Many Asian cultures greet each other with some variation of the question, “Have you eaten?” or “Are you full?” These simple words capture food’s centrality to Asian American immigrant life. For most of our ancestors, food was scarce and precious, making it a fitting proxy for love. 

But in the melange of traditional Asian, immigrant, and colonized evangelical Christian culture that surrounded me as a child, love also got conflated with morality, control, and compliance. And so did food. I was scolded for not cleaning my plate, and praised for not running after the ice cream truck. Certain foods were good, and eating those foods made me a good person. 

As a parent myself, I choose not to use food as a substitute for emotional availability. If my kid falls and hurts themselves, they get a hug and a magic, healing kiss, not a lollipop. Food is also not a reward for good behavior or a solution to calm tantrums. (I do offer food when I know we’ve missed a snack and my child is getting hangry.) And I try to keep food value-neutral. Eating is what we do when we’re hungry, and a way to connect with other people through sharing a basic human need. That’s all.

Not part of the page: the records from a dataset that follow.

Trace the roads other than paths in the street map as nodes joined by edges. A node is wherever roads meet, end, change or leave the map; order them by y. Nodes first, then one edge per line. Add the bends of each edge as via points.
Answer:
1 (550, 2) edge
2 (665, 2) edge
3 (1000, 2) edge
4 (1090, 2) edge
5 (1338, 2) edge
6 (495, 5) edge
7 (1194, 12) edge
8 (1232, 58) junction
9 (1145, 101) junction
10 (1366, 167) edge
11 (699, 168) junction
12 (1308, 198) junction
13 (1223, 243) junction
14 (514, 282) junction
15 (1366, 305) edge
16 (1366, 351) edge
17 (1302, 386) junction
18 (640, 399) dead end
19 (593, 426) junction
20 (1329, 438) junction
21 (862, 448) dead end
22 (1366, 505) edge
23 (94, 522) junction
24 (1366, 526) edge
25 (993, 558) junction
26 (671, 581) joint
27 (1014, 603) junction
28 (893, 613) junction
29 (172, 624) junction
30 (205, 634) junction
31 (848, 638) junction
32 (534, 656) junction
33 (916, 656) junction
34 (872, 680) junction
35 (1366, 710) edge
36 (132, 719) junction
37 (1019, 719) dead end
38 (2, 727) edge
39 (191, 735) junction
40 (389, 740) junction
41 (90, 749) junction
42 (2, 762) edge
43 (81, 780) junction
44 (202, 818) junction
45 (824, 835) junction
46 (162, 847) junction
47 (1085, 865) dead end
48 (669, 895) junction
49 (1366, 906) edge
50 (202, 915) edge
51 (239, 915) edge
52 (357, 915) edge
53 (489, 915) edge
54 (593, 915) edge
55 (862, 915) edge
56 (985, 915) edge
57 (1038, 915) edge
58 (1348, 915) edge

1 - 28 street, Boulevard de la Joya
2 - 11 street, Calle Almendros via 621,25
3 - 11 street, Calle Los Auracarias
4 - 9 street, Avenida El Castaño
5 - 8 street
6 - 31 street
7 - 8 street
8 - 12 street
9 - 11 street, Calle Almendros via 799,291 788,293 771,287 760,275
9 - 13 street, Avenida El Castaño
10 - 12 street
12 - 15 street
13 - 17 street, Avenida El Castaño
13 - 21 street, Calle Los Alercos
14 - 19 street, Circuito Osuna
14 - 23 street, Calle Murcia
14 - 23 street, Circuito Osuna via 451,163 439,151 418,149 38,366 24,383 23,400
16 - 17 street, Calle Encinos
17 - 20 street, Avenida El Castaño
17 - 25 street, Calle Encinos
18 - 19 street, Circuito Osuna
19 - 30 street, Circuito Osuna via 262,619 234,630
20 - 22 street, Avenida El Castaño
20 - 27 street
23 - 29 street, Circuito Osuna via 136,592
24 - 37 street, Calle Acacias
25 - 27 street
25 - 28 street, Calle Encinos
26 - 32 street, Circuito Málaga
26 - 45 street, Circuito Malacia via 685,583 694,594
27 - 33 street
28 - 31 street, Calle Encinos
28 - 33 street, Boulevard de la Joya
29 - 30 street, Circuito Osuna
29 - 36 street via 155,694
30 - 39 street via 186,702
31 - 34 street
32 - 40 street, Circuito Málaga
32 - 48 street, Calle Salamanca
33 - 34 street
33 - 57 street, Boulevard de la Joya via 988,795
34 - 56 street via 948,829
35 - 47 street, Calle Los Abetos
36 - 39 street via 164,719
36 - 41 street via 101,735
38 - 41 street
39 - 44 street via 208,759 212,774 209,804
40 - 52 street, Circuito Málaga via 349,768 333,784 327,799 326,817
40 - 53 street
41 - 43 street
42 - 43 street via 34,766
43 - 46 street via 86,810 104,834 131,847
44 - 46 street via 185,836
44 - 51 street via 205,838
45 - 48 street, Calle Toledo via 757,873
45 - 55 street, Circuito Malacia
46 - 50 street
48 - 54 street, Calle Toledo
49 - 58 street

It’s time to parent myself.

I do not blame my parents or Asian American culture for my eating disorder. There is no single deciding factor or definitive moment where — poof — I got an eating disorder. While they weren’t perfect, my parents loved and cared for me as a child to the best of their ability. 

It is neither fair nor productive to blame them for anything now that I am responsible for myself and my own family. Instead, I’ve learned how to parent myself in order to be the parent my child needs. Before I can truly give my kid the kindness, acceptance, and affirmation they need to feel safe, I have to extend that kindness, acceptance, and affirmation to myself. I may not have the easiest relationship with food, but I have worked hard to overcome my fears and problematic behaviors. And that makes me uniquely qualified to support my child in their own eating journey.

It is a ton of work to parent differently than the way I was parented, especially when I’m trying not to just swing to the other reactionary extreme. But I’m fortunate not to have to do it alone. The support of my partner, therapist, and parent friends has been critical in my own recovery and parenting journey. There’s help available through NEDA and SAMHSA.